Slide 4: Systemic effects of inflammation: ShockSo that’s fever. Next, shock. So what if you have a massive infection or massive trauma so that in many places in the body, pro-inflammatory cytokines are being turned on in mass especially TNF-alpha. If you have TNF-alpha being synthesized throughout the body, it’s going to affect the vasculature in that area. And so much edema can be generated perhaps you fall below a certain level of blood pressure now that most fluids are outside in the periphery and not in circulation. BP falls until you cross a threshold where the circulatory system is not able to perfuse to tissue and the most important tissue is the brain and you go into shock. A failure of the circulatory system to maintain adequate tissue perfusion of vital organ.

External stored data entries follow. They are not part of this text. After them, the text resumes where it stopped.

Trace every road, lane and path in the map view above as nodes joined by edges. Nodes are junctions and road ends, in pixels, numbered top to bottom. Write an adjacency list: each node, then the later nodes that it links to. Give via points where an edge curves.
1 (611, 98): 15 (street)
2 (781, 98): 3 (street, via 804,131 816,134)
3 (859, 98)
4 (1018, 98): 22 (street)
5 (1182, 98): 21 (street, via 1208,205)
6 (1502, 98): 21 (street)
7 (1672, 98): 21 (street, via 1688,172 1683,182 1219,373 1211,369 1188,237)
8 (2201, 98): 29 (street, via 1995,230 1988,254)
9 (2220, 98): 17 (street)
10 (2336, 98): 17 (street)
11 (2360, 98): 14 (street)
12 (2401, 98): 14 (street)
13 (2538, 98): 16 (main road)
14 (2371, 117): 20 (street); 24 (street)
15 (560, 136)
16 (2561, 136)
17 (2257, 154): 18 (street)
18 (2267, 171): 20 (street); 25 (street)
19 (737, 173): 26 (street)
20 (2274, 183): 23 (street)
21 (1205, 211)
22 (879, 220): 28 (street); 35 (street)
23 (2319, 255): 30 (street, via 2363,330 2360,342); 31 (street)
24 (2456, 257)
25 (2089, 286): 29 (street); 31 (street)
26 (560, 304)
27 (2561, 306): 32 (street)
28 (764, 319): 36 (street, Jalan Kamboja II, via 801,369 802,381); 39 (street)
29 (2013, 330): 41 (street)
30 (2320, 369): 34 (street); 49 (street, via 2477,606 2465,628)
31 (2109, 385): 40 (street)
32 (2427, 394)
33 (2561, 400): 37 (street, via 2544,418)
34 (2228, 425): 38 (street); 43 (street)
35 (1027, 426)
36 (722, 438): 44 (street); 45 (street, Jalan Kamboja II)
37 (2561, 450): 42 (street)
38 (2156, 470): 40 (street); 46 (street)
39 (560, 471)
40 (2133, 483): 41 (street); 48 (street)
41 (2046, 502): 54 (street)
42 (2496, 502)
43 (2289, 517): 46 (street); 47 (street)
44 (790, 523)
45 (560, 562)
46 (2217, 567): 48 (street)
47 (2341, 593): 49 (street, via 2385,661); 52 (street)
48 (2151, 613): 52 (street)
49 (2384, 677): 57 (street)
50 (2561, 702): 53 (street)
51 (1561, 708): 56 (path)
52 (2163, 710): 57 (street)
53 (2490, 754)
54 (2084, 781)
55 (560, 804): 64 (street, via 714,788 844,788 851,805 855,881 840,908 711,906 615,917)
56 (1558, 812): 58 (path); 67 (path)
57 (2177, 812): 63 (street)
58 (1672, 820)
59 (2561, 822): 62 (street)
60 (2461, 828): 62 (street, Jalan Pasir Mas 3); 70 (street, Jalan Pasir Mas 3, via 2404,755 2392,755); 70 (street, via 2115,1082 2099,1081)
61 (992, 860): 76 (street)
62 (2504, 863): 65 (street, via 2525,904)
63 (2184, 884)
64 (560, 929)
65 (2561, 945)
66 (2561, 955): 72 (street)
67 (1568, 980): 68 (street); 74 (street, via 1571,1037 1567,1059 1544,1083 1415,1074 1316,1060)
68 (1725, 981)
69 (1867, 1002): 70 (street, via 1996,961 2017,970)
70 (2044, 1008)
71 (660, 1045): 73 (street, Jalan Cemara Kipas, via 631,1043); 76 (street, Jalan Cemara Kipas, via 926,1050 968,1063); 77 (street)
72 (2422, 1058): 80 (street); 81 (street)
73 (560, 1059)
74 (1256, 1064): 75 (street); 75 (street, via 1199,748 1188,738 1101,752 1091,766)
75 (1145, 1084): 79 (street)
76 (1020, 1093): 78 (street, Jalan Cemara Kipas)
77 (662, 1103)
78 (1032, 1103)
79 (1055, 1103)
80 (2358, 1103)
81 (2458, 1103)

Slide 5: Systemic effects of inflammation: LeukocytosisSo depending upon the type of challenge, you can get an inference by looking at a patient’s differential blood cell count. From looking at what kinds of WBCs are being stimulated. IL-6 and TNF-alpha go to the hemopoietic stem cell niche in the bone marrow and depending upon the inciting agent, you’ll have different kinds of WBCs increasing in the blood. Neutrophilia is an increase in neutrophils in peripheral blood is usually due to a bacterial infection. Lymphocytosis, the small WBCs as oppose to NK cells, increased peripheral lymphocytes usually associated with viral infections. Increase in eosinophils probably…the eosinophils and IgE access evolve to take care of parasitic infections but in our society we don’t have a lot of parasite so it becomes subverted to reacting against harmless allergens.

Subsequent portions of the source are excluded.